What you need to do —
Copy out all the data, word for word.
• • •
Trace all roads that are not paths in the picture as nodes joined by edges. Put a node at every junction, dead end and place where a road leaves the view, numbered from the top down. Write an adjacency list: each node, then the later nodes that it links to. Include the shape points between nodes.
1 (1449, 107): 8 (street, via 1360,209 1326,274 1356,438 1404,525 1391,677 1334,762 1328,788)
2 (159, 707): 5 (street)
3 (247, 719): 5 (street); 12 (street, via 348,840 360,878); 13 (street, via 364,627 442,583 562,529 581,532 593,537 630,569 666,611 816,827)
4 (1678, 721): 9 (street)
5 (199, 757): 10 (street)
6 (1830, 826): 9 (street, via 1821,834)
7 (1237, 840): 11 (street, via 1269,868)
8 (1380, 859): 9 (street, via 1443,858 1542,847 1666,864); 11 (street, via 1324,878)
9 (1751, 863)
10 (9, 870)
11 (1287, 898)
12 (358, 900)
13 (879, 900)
• • •
Reply to the task —
Trace all roads that are not paths in the picture as nodes joined by edges. Put a node at every junction, dead end and place where a road leaves the view, numbered from the top down. Write an adjacency list: each node, then the later nodes that it links to. Include the shape points between nodes.
1 (1449, 107): 8 (street, via 1360,209 1326,274 1356,438 1404,525 1391,677 1334,762 1328,788)
2 (159, 707): 5 (street)
3 (247, 719): 5 (street); 12 (street, via 348,840 360,878); 13 (street, via 364,627 442,583 562,529 581,532 593,537 630,569 666,611 816,827)
4 (1678, 721): 9 (street)
5 (199, 757): 10 (street)
6 (1830, 826): 9 (street, via 1821,834)
7 (1237, 840): 11 (street, via 1269,868)
8 (1380, 859): 9 (street, via 1443,858 1542,847 1666,864); 11 (street, via 1324,878)
9 (1751, 863)
10 (9, 870)
11 (1287, 898)
12 (358, 900)
13 (879, 900)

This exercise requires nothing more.